What is the BIG idea?
Michael Collins founded Big Idea Group with the purpose of turning ideas into reality. This is because the company would provide resources, experience, and access significant in the development of the idea. He established the firm to enhance an intermediary between inventors and buyers of ideas. These interactions enabled him to network with them and earned money from the activity. Collins believed that the process of taking ideas as a resource and transforming them into worthwhile products was beneficial in the child’s industry and other sectors. He had several questions concerning the success of his company. He wondered whether the process was efficient because of his abilities or other factors such as the right people to extend BIG into other industries. This could enable his firm to be successful and profitable. This is because he believed that the innovation could be a business opportunity. This study discusses, therefore, the origin of BIG Group, its founder, a review of kids’ industry, and the procedures of developing implementing successful ideas.

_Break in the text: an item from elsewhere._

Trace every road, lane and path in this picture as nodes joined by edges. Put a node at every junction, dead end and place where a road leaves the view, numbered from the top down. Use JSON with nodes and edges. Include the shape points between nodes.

Michael Collins’s Background
Collins graduated from Dartmouth College with an engineering degree in 1986. He worked for TA Associates for four years and later joined Harvard Business School. It was while at the institution that he learnt about the Pleasant Company where he was hired. One year later, he made Kid Galaxy and discovered the Bendos after two and half years. The latter became successful which gave him the idea to consider combining the kid’s industry with the venture capital process to create a better way of managing innovation.

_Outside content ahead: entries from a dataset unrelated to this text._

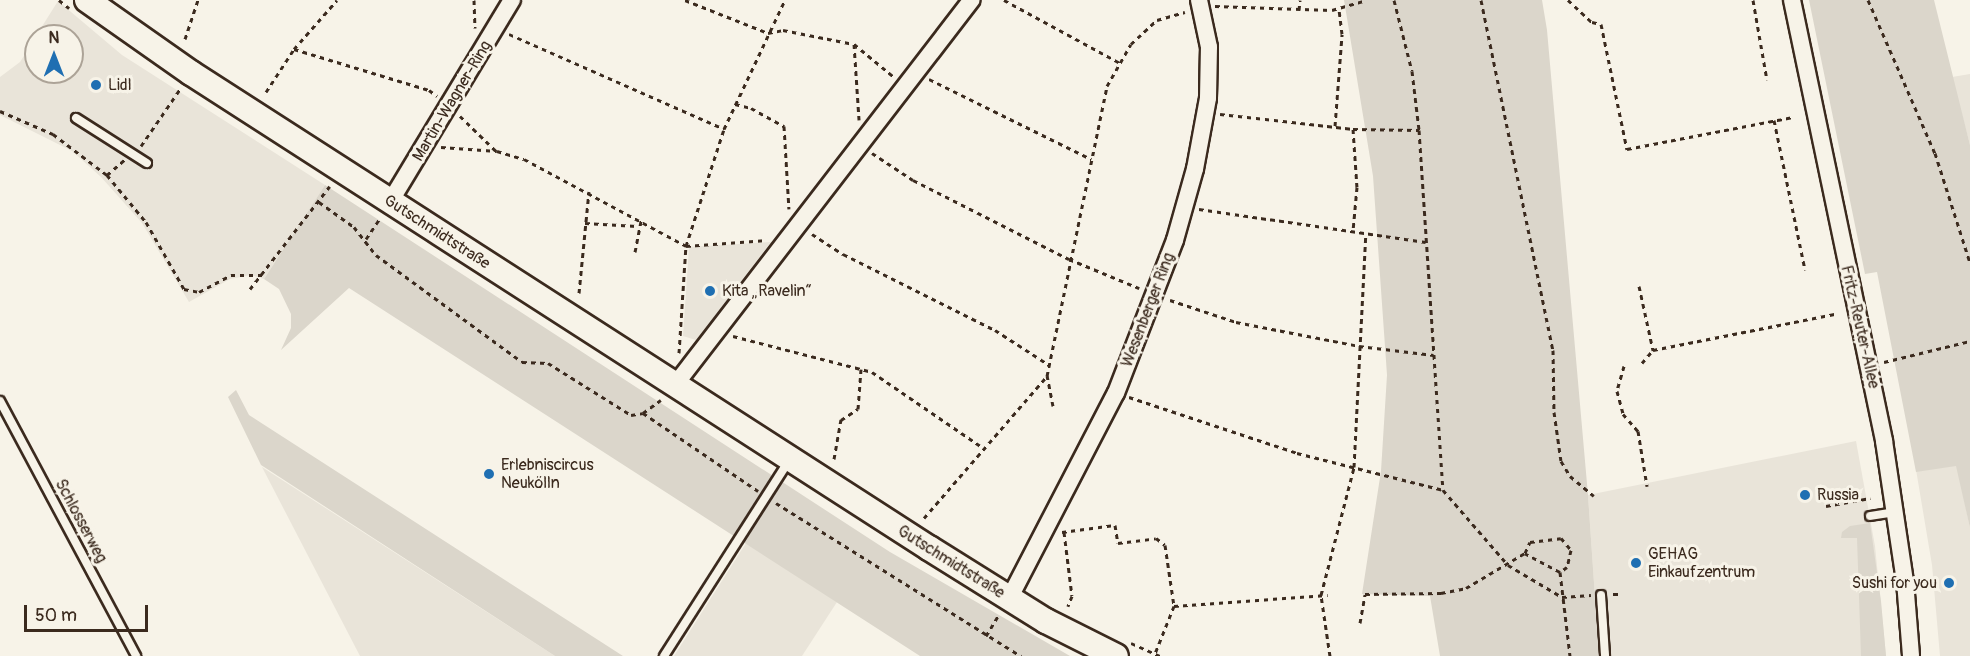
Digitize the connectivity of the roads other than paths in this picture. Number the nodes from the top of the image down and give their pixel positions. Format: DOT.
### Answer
graph roads {
  1 [pos="87,0"];
  2 [pos="512,0"];
  3 [pos="971,0"];
  4 [pos="1792,0"];
  5 [pos="1200,4"];
  6 [pos="76,118"];
  7 [pos="147,163"];
  8 [pos="390,202"];
  9 [pos="675,385"];
  10 [pos="0,401"];
  11 [pos="790,459"];
  12 [pos="1896,512"];
  13 [pos="1869,516"];
  14 [pos="1601,595"];
  15 [pos="1009,598"];
  16 [pos="136,656"];
  17 [pos="664,656"];
  18 [pos="1116,656"];
  19 [pos="1605,656"];
  20 [pos="1911,656"];
  1 -- 8 [label="street, Gutschmidtstraße"];
  2 -- 8 [label="street, Martin-Wagner-Ring"];
  3 -- 9 [label="street"];
  4 -- 12 [label="street, Fritz-Reuter-Allee"];
  5 -- 15 [label="street, Wesenberger Ring"];
  6 -- 7 [label="lane"];
  8 -- 9 [label="street, Gutschmidtstraße"];
  9 -- 11 [label="street, Gutschmidtstraße"];
  10 -- 16 [label="lane, Schlosserweg"];
  11 -- 15 [label="street, Gutschmidtstraße"];
  11 -- 17 [label="lane"];
  12 -- 13 [label="lane"];
  12 -- 20 [label="street, Fritz-Reuter-Allee"];
  14 -- 19 [label="lane"];
  15 -- 18 [label="street, Gutschmidtstraße"];
}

The Kids’ Industry Overview
Kids’ industry is composed of clothing, accessories, and toys segments. The approximate retail sales of toys as estimated by BIG Group in 2000 were $30 billion. The retailers included large companies such as Wal-Mart, Toys ‘R’ and Target, and smaller gift stores. They obtained their merchandise from distributors for example, Hasbro, Mattel, Kid Galaxy, and Basic Fun. Video games had the largest purchase of $6 billion together with fashion dolls, plush toys, and skating accessories. The future for kids’ toys was uncertain, however, because children changed into other activities such as sports and music. This led to the development of niche and personalization markets that were difficult for retailers who were dependent on mass-market promotions. Key toy manufacturers experienced inadequate innovations and had decreased industry growth.
Foundation of BIG
Michael Collins created BIG Group in July 2000 to help solve the business growth problems that arose due to lack of innovation. The objective was to tap the implausible entrepreneurial power of mass of individual inventors. The model set up resembled the venture capital business than a typical company because it is of deal flow. The basic philosophy for the formulation process was that sources of ideas were established from different places such as product development departments and various individuals.

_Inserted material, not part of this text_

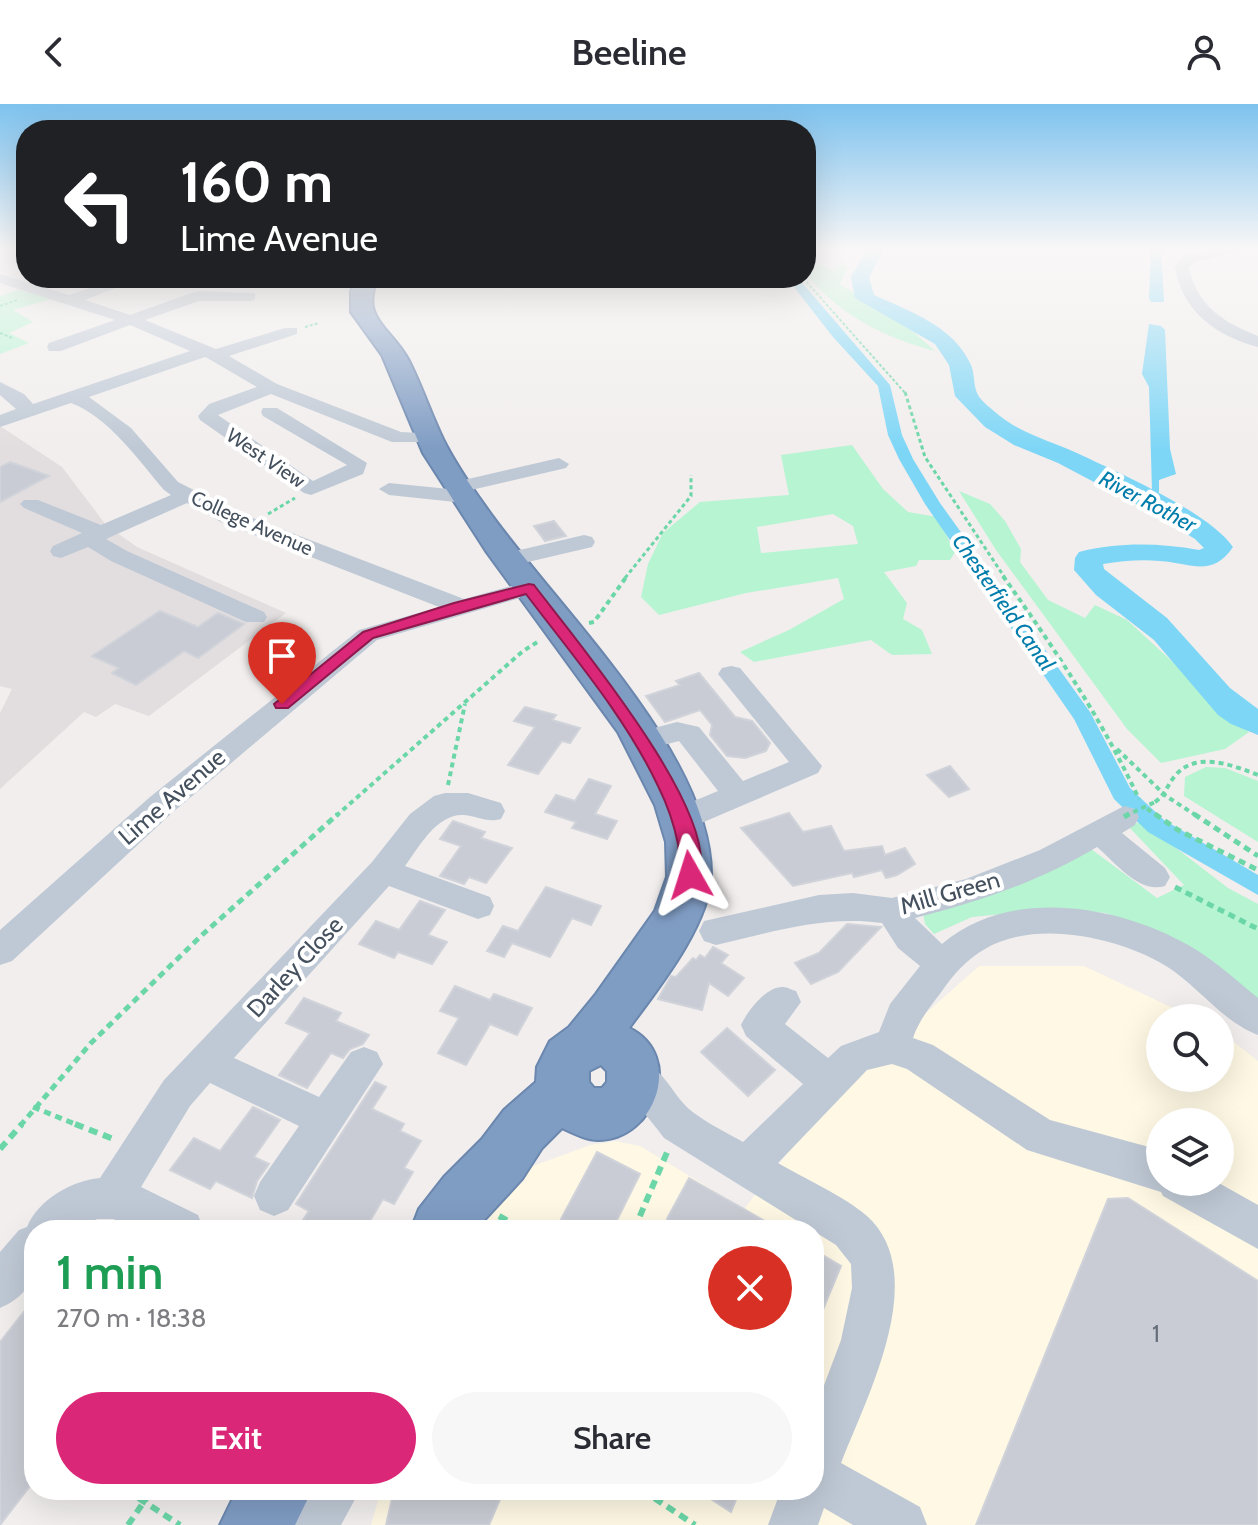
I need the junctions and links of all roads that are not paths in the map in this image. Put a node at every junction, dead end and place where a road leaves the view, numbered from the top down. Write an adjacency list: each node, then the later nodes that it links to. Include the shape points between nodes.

The BIG group advanced four stages termed as innovative engines. Generating idea flow was the first stage that had six sources that were interconnected and formed a network of inventors and proposal flows. They included Hunts, which acted as a ‘kind of Antiques Road show for kid’s products.’ This is because it attracted a huge group of people in its events. Its aim also was to meet with inventors and treat them as professionals. Outsourced Flow was another source of ideas for the group because major toy companies contained unsolicited idea submissions that were separated into neither good nor bad. A network of professional inventors was build to work with BIG on new kids concepts. They helped in evaluating and adding information to other inventors’ prepositions. Industry outreach used to improve approach flow through creation of awareness. This was facilitated by use of publications such as the Web newsletter, The BIG Scoop. Orphaned Products were commodities without market demand, development, and promotion. They were put into the process to determine whether they could stay competitive.
Winnowing of highest possible ideas was the second stage. This involved having a meeting with the inventor and filling out an evaluation form. The panel would then discuss and create a successful list of concepts. Collins used the help of professional inventors, designers, consultants, and in-house staff in the decision-making process. Refinement consisted the BIG Group working together with the inventor in forming competitive and attractive concepts to kid’s companies. This takes a period of three to six months and involves competitive research, repositioning, design, engineering, field-testing, trademark, and costing. Capturing value is the fourth step whereby the group approaches manufacturers, retailers, and entrepreneurs that would buy the idea. The company targets different firms depending on the concept or product idea. The licensed deal consisted of terms such as an advance, royalty, and a guarantee.
The Tiny Totes Business
This is an example of an entity in which, the ideas of Susan Kern. The BIG group with the three inventors refined the concept, performed preliminary costing, and created a list of potential buyers.
BIG had raised $850,000 in September 2011 from angel investors and since it does not require major investments and expenses hence makes huge profits. Statistics provides that the company is still growing in the kid’s industry. They have also decided to look for a sponsor from Home and Garden companies. The BIG process of transferring the home and garden unit is possible since it creates a sustainable business with potent barriers to entry.
A year has elapsed since BIG was created and managed by Collins and d’Arbeloff. They are excited because there are many successful business opportunities. D’ Arbeloff compared it to the previous business plan that was unsuccessful. They believe that it is a profitable way to handle the innovation process.